-- Opening Marker --
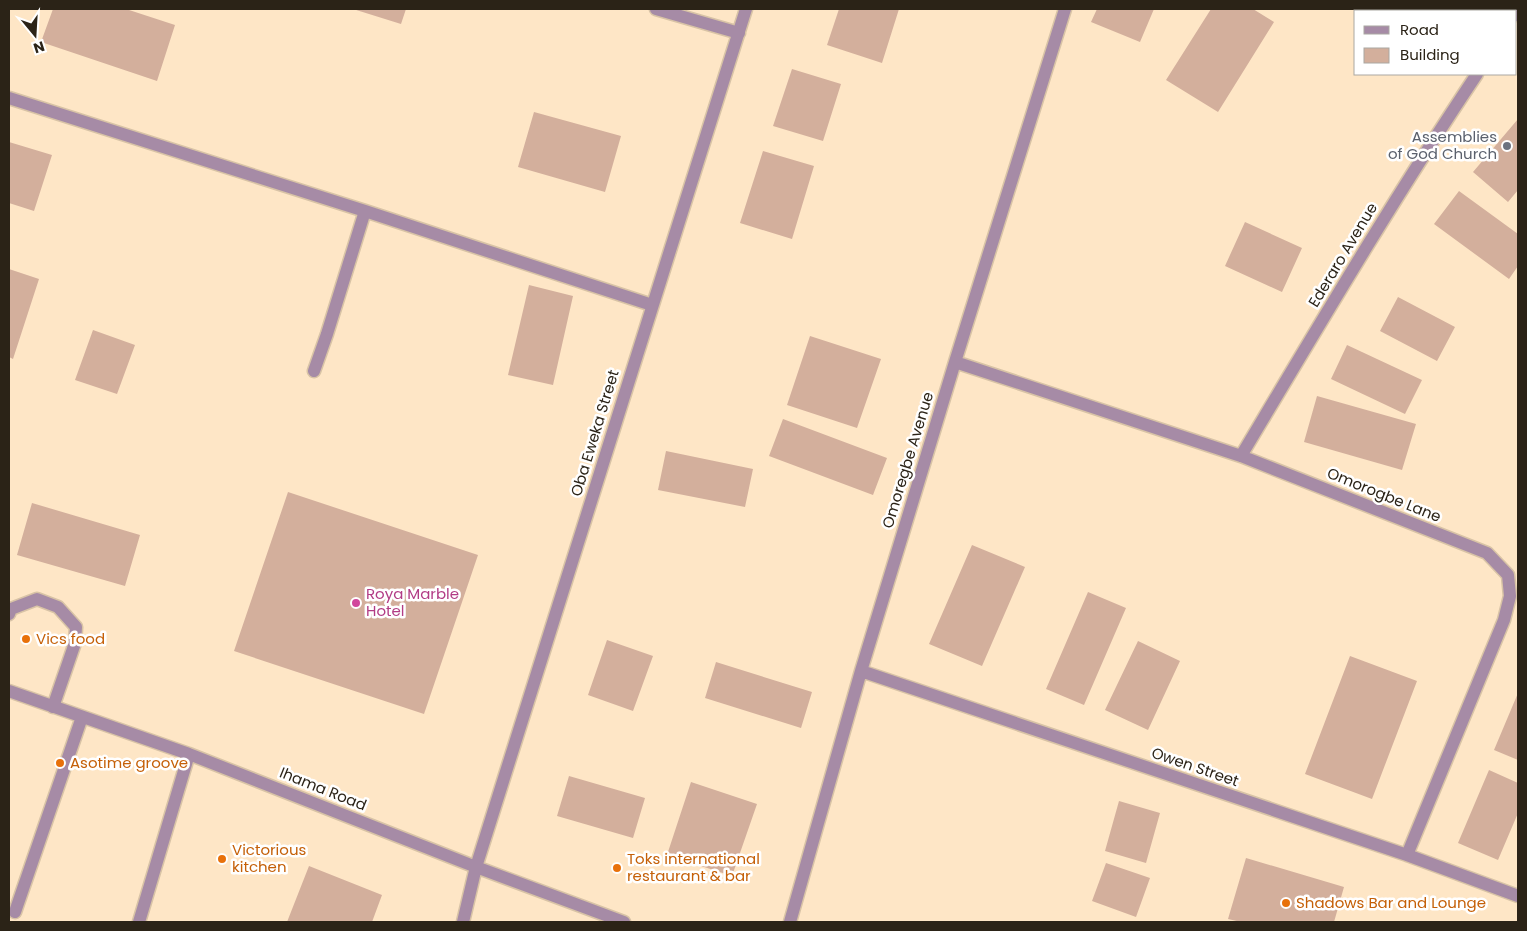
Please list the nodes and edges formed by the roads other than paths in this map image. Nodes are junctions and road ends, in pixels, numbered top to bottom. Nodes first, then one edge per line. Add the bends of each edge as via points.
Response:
1 (656, 9) edge
2 (746, 9) edge
3 (1065, 9) edge
4 (739, 33) junction
5 (1476, 75) edge
6 (9, 98) edge
7 (365, 211) junction
8 (652, 306) junction
9 (955, 362) junction
10 (314, 371) dead end
11 (1241, 456) junction
12 (9, 614) edge
13 (861, 671) junction
14 (9, 691) edge
15 (54, 707) junction
16 (82, 717) junction
17 (189, 754) junction
18 (1407, 856) junction
19 (476, 867) junction
20 (1518, 896) edge
21 (15, 912) dead end
22 (139, 922) edge
23 (463, 922) edge
24 (624, 922) edge
25 (790, 922) edge

1 - 4 street
2 - 4 street, Oba Eweka Street
3 - 9 street, Omoregbe Avenue
4 - 8 street, Oba Eweka Street
5 - 11 street, Ederaro Avenue via 1372,237
6 - 7 street
7 - 8 street
7 - 10 street
8 - 19 street, Oba Eweka Street
9 - 11 street, Omorogbe Lane
9 - 13 street, Omoregbe Avenue
11 - 18 street, Omorogbe Lane via 1487,553 1508,575 1510,596 1504,620
12 - 15 street via 11,609 37,599 58,607 76,627 75,643
13 - 18 street, Owen Street
13 - 25 street, Omoregbe Avenue
14 - 15 street, Ihama Road
15 - 16 street, Ihama Road
16 - 17 street, Ihama Road
16 - 21 street
17 - 19 street, Ihama Road
17 - 22 street
18 - 20 street, Owen Street
19 - 23 street, Oba Eweka Street
19 - 24 street, Ihama Road

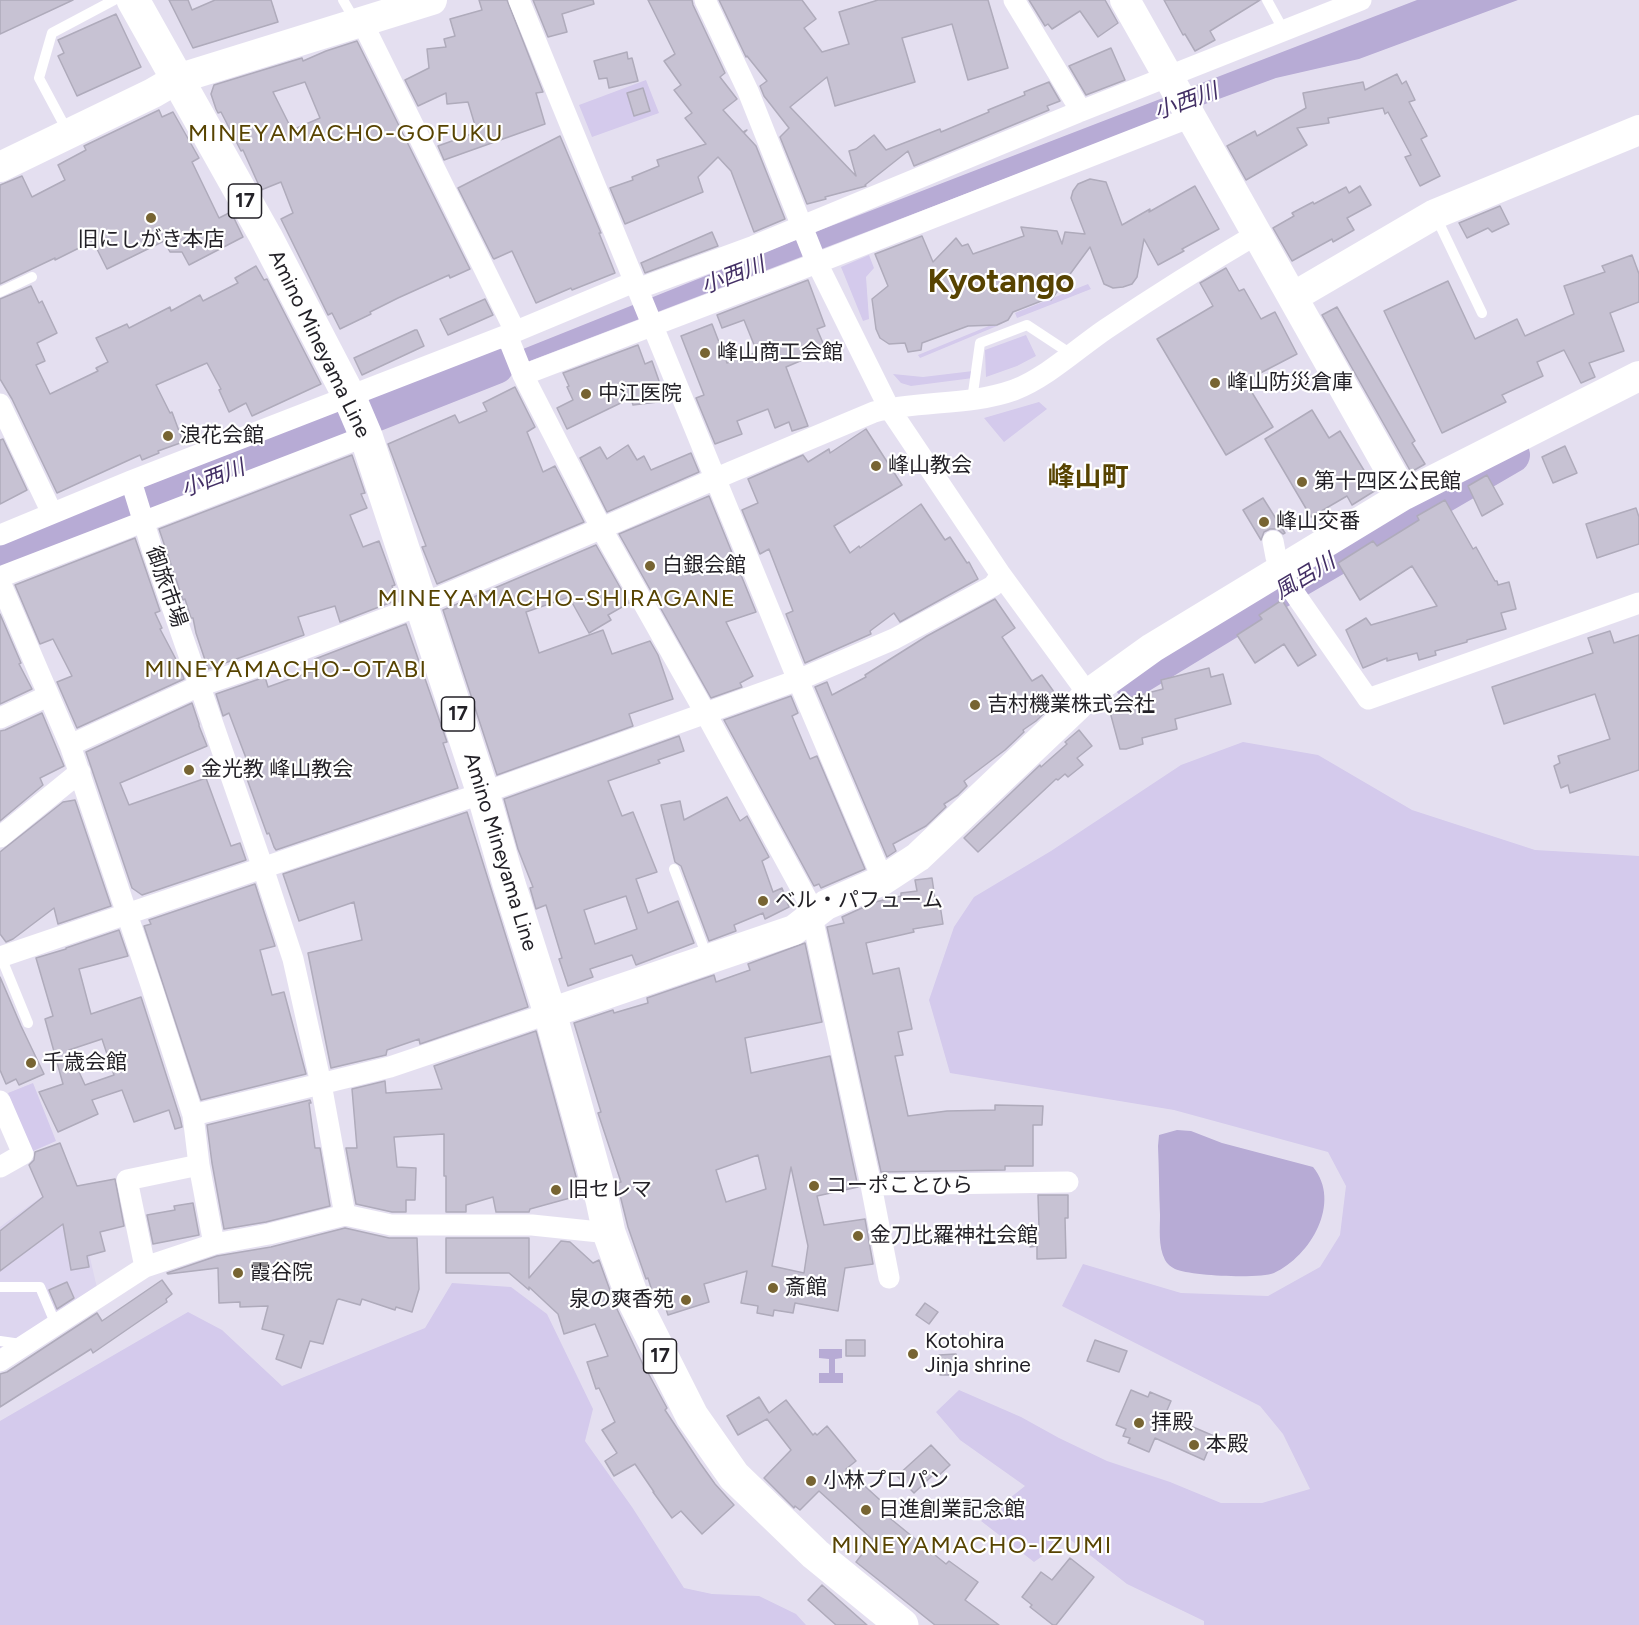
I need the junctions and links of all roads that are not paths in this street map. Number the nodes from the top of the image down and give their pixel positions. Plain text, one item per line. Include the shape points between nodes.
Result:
1 (114, 0) edge
2 (133, 0) edge
3 (432, 0) edge
4 (519, 0) edge
5 (705, 0) edge
6 (1014, 0) edge
7 (1125, 0) edge
8 (1267, 0) edge
9 (1361, 0) edge
10 (351, 11) edge
11 (1284, 31) junction
12 (177, 80) junction
13 (1170, 80) junction
14 (1081, 111) junction
15 (1190, 115) junction
16 (62, 121) dead end
17 (1639, 130) edge
18 (0, 167) edge
19 (1435, 214) junction
20 (802, 228) junction
21 (1257, 234) junction
22 (816, 261) junction
23 (32, 277) dead end
24 (637, 289) junction
25 (0, 292) edge
26 (1293, 297) junction
27 (1482, 313) dead end
28 (652, 324) junction
29 (511, 337) junction
30 (1071, 354) junction
31 (522, 373) junction
32 (1639, 376) edge
33 (972, 400) junction
34 (0, 404) edge
35 (889, 408) junction
36 (358, 417) junction
37 (715, 478) junction
38 (133, 486) junction
39 (1404, 495) junction
40 (52, 513) junction
41 (144, 520) junction
42 (603, 528) junction
43 (0, 535) edge
44 (1273, 541) dead end
45 (1282, 570) junction
46 (1001, 575) junction
47 (0, 579) edge
48 (1639, 603) edge
49 (421, 604) junction
50 (798, 680) junction
51 (199, 686) junction
52 (1088, 694) junction
53 (48, 696) junction
54 (706, 714) junction
55 (0, 718) edge
56 (70, 745) junction
57 (80, 772) junction
58 (483, 793) junction
59 (0, 837) edge
60 (263, 868) junction
61 (674, 869) dead end
62 (884, 880) junction
63 (127, 914) junction
64 (813, 915) junction
65 (0, 957) edge
66 (708, 959) junction
67 (548, 1007) junction
68 (28, 1023) dead end
69 (321, 1084) junction
70 (0, 1101) edge
71 (193, 1115) junction
72 (199, 1165) junction
73 (0, 1167) edge
74 (1068, 1182) dead end
75 (871, 1185) junction
76 (345, 1215) junction
77 (609, 1233) junction
78 (214, 1244) junction
79 (145, 1267) junction
80 (889, 1278) dead end
81 (0, 1287) edge
82 (56, 1325) junction
83 (0, 1341) edge
84 (24, 1345) junction
85 (0, 1360) edge
86 (902, 1625) edge

1 - 16 lane via 52,33 39,78
2 - 12 main road, Amino Mineyama Line / 17
3 - 10 street
4 - 24 street
5 - 20 street via 748,91
6 - 14 street
7 - 13 street
8 - 11 lane
9 - 11 street
10 - 12 street
10 - 29 street via 367,32
11 - 13 street
12 - 18 street
12 - 36 main road, Amino Mineyama Line / 17 via 266,237
13 - 14 street
13 - 15 street
14 - 20 street
15 - 21 street
15 - 22 street
17 - 19 street
19 - 26 street
19 - 27 lane
20 - 22 street
20 - 24 street
21 - 26 street
21 - 30 street via 1192,272
22 - 28 street
22 - 35 street
23 - 25 lane
24 - 28 street
24 - 29 street
26 - 39 street
28 - 31 street
28 - 37 street
29 - 31 street
29 - 36 street
30 - 33 street via 1014,390
30 - 33 lane via 1027,325 980,343
31 - 42 street
32 - 39 street
33 - 35 street
34 - 40 street
35 - 37 street
35 - 46 street
36 - 38 street
36 - 41 street
36 - 49 main road, Amino Mineyama Line / 17
37 - 42 street
37 - 50 street
38 - 40 street
38 - 41 street, 御旅市場
39 - 45 street
40 - 43 street
41 - 47 street
41 - 51 street, 御旅市場
42 - 49 street
42 - 54 street
44 - 45 street
45 - 48 street via 1368,699
45 - 52 street via 1152,648
46 - 50 street via 993,586 894,639
46 - 52 street
47 - 53 street
49 - 51 street
49 - 58 main road, Amino Mineyama Line / 17
50 - 54 street
50 - 62 street
51 - 56 street
51 - 60 street, 御旅市場
52 - 62 street via 918,857
53 - 55 street
53 - 56 street
54 - 58 street
54 - 64 street
56 - 57 street
57 - 59 street
57 - 63 street
58 - 60 street
58 - 67 main road, Amino Mineyama Line / 17
60 - 63 street
60 - 69 street, 御旅市場 via 293,959
61 - 66 lane
62 - 64 street via 826,905
63 - 65 street
63 - 71 street
64 - 66 street via 794,930
64 - 75 street
65 - 68 lane
66 - 67 street
67 - 69 street via 390,1067
67 - 77 main road, Amino Mineyama Line / 17
69 - 71 street
69 - 76 street, 御旅市場
70 - 73 street via 22,1154
71 - 72 street
72 - 78 street
72 - 79 street via 127,1180
74 - 75 street
75 - 80 street
76 - 77 street via 391,1225 532,1225
76 - 78 street
77 - 86 main road, Amino Mineyama Line / 17 via 647,1329 692,1416 734,1476 815,1554
78 - 79 street
79 - 82 street
81 - 82 lane via 40,1287
82 - 84 street
83 - 84 lane
84 - 85 street

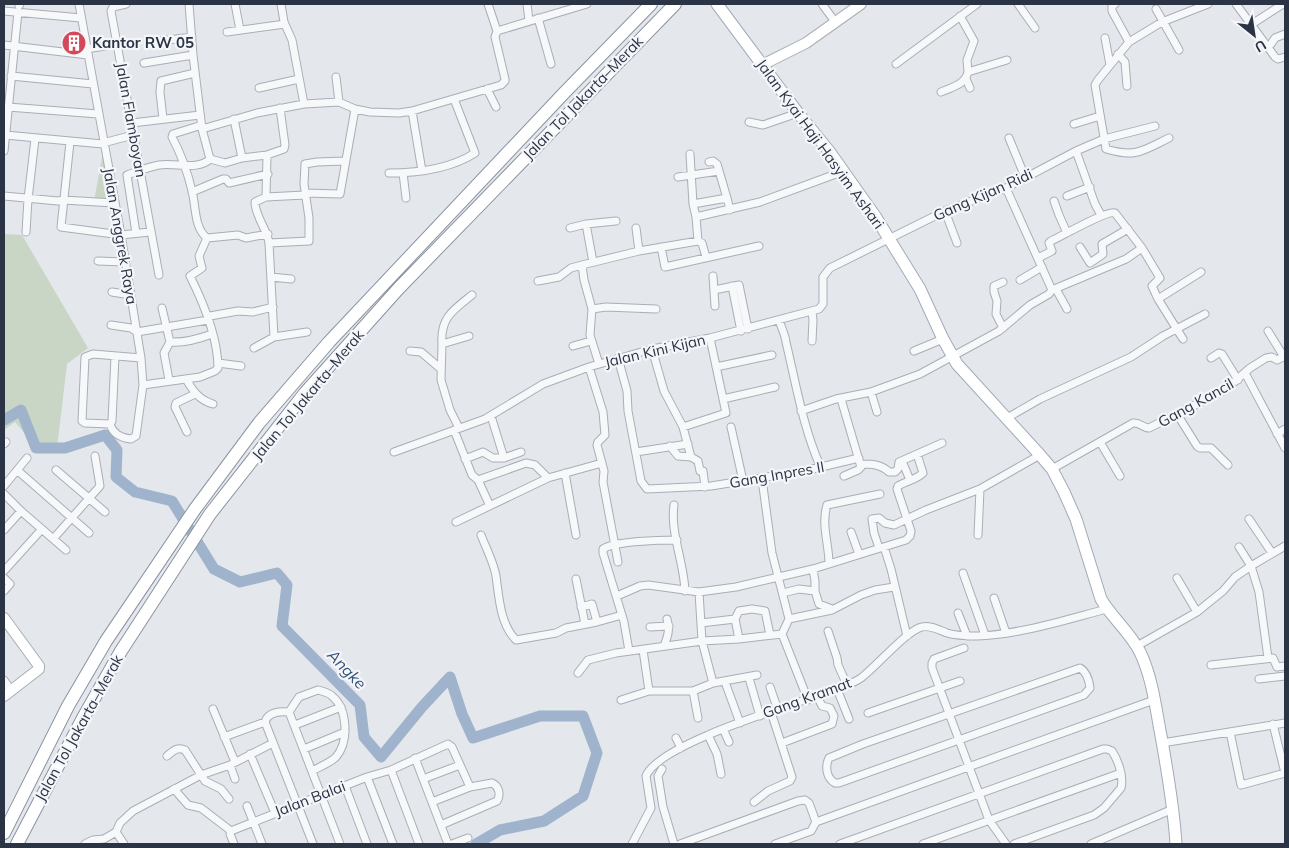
-- Closing Marker --
Although the records contain pictures, the copy should hold only their text, reproduced exactly.

Expected output
Please list the nodes and edges formed by the roads other than paths in this map image. Nodes are junctions and road ends, in pixels, numbered top to bottom. Nodes first, then one edge per line. Add the bends of each edge as via points.
Response:
1 (656, 9) edge
2 (746, 9) edge
3 (1065, 9) edge
4 (739, 33) junction
5 (1476, 75) edge
6 (9, 98) edge
7 (365, 211) junction
8 (652, 306) junction
9 (955, 362) junction
10 (314, 371) dead end
11 (1241, 456) junction
12 (9, 614) edge
13 (861, 671) junction
14 (9, 691) edge
15 (54, 707) junction
16 (82, 717) junction
17 (189, 754) junction
18 (1407, 856) junction
19 (476, 867) junction
20 (1518, 896) edge
21 (15, 912) dead end
22 (139, 922) edge
23 (463, 922) edge
24 (624, 922) edge
25 (790, 922) edge

1 - 4 street
2 - 4 street, Oba Eweka Street
3 - 9 street, Omoregbe Avenue
4 - 8 street, Oba Eweka Street
5 - 11 street, Ederaro Avenue via 1372,237
6 - 7 street
7 - 8 street
7 - 10 street
8 - 19 street, Oba Eweka Street
9 - 11 street, Omorogbe Lane
9 - 13 street, Omoregbe Avenue
11 - 18 street, Omorogbe Lane via 1487,553 1508,575 1510,596 1504,620
12 - 15 street via 11,609 37,599 58,607 76,627 75,643
13 - 18 street, Owen Street
13 - 25 street, Omoregbe Avenue
14 - 15 street, Ihama Road
15 - 16 street, Ihama Road
16 - 17 street, Ihama Road
16 - 21 street
17 - 19 street, Ihama Road
17 - 22 street
18 - 20 street, Owen Street
19 - 23 street, Oba Eweka Street
19 - 24 street, Ihama Road

I need the junctions and links of all roads that are not paths in this street map. Number the nodes from the top of the image down and give their pixel positions. Plain text, one item per line. Include the shape points between nodes.
Result:
1 (114, 0) edge
2 (133, 0) edge
3 (432, 0) edge
4 (519, 0) edge
5 (705, 0) edge
6 (1014, 0) edge
7 (1125, 0) edge
8 (1267, 0) edge
9 (1361, 0) edge
10 (351, 11) edge
11 (1284, 31) junction
12 (177, 80) junction
13 (1170, 80) junction
14 (1081, 111) junction
15 (1190, 115) junction
16 (62, 121) dead end
17 (1639, 130) edge
18 (0, 167) edge
19 (1435, 214) junction
20 (802, 228) junction
21 (1257, 234) junction
22 (816, 261) junction
23 (32, 277) dead end
24 (637, 289) junction
25 (0, 292) edge
26 (1293, 297) junction
27 (1482, 313) dead end
28 (652, 324) junction
29 (511, 337) junction
30 (1071, 354) junction
31 (522, 373) junction
32 (1639, 376) edge
33 (972, 400) junction
34 (0, 404) edge
35 (889, 408) junction
36 (358, 417) junction
37 (715, 478) junction
38 (133, 486) junction
39 (1404, 495) junction
40 (52, 513) junction
41 (144, 520) junction
42 (603, 528) junction
43 (0, 535) edge
44 (1273, 541) dead end
45 (1282, 570) junction
46 (1001, 575) junction
47 (0, 579) edge
48 (1639, 603) edge
49 (421, 604) junction
50 (798, 680) junction
51 (199, 686) junction
52 (1088, 694) junction
53 (48, 696) junction
54 (706, 714) junction
55 (0, 718) edge
56 (70, 745) junction
57 (80, 772) junction
58 (483, 793) junction
59 (0, 837) edge
60 (263, 868) junction
61 (674, 869) dead end
62 (884, 880) junction
63 (127, 914) junction
64 (813, 915) junction
65 (0, 957) edge
66 (708, 959) junction
67 (548, 1007) junction
68 (28, 1023) dead end
69 (321, 1084) junction
70 (0, 1101) edge
71 (193, 1115) junction
72 (199, 1165) junction
73 (0, 1167) edge
74 (1068, 1182) dead end
75 (871, 1185) junction
76 (345, 1215) junction
77 (609, 1233) junction
78 (214, 1244) junction
79 (145, 1267) junction
80 (889, 1278) dead end
81 (0, 1287) edge
82 (56, 1325) junction
83 (0, 1341) edge
84 (24, 1345) junction
85 (0, 1360) edge
86 (902, 1625) edge

1 - 16 lane via 52,33 39,78
2 - 12 main road, Amino Mineyama Line / 17
3 - 10 street
4 - 24 street
5 - 20 street via 748,91
6 - 14 street
7 - 13 street
8 - 11 lane
9 - 11 street
10 - 12 street
10 - 29 street via 367,32
11 - 13 street
12 - 18 street
12 - 36 main road, Amino Mineyama Line / 17 via 266,237
13 - 14 street
13 - 15 street
14 - 20 street
15 - 21 street
15 - 22 street
17 - 19 street
19 - 26 street
19 - 27 lane
20 - 22 street
20 - 24 street
21 - 26 street
21 - 30 street via 1192,272
22 - 28 street
22 - 35 street
23 - 25 lane
24 - 28 street
24 - 29 street
26 - 39 street
28 - 31 street
28 - 37 street
29 - 31 street
29 - 36 street
30 - 33 street via 1014,390
30 - 33 lane via 1027,325 980,343
31 - 42 street
32 - 39 street
33 - 35 street
34 - 40 street
35 - 37 street
35 - 46 street
36 - 38 street
36 - 41 street
36 - 49 main road, Amino Mineyama Line / 17
37 - 42 street
37 - 50 street
38 - 40 street
38 - 41 street, 御旅市場
39 - 45 street
40 - 43 street
41 - 47 street
41 - 51 street, 御旅市場
42 - 49 street
42 - 54 street
44 - 45 street
45 - 48 street via 1368,699
45 - 52 street via 1152,648
46 - 50 street via 993,586 894,639
46 - 52 street
47 - 53 street
49 - 51 street
49 - 58 main road, Amino Mineyama Line / 17
50 - 54 street
50 - 62 street
51 - 56 street
51 - 60 street, 御旅市場
52 - 62 street via 918,857
53 - 55 street
53 - 56 street
54 - 58 street
54 - 64 street
56 - 57 street
57 - 59 street
57 - 63 street
58 - 60 street
58 - 67 main road, Amino Mineyama Line / 17
60 - 63 street
60 - 69 street, 御旅市場 via 293,959
61 - 66 lane
62 - 64 street via 826,905
63 - 65 street
63 - 71 street
64 - 66 street via 794,930
64 - 75 street
65 - 68 lane
66 - 67 street
67 - 69 street via 390,1067
67 - 77 main road, Amino Mineyama Line / 17
69 - 71 street
69 - 76 street, 御旅市場
70 - 73 street via 22,1154
71 - 72 street
72 - 78 street
72 - 79 street via 127,1180
74 - 75 street
75 - 80 street
76 - 77 street via 391,1225 532,1225
76 - 78 street
77 - 86 main road, Amino Mineyama Line / 17 via 647,1329 692,1416 734,1476 815,1554
78 - 79 street
79 - 82 street
81 - 82 lane via 40,1287
82 - 84 street
83 - 84 lane
84 - 85 street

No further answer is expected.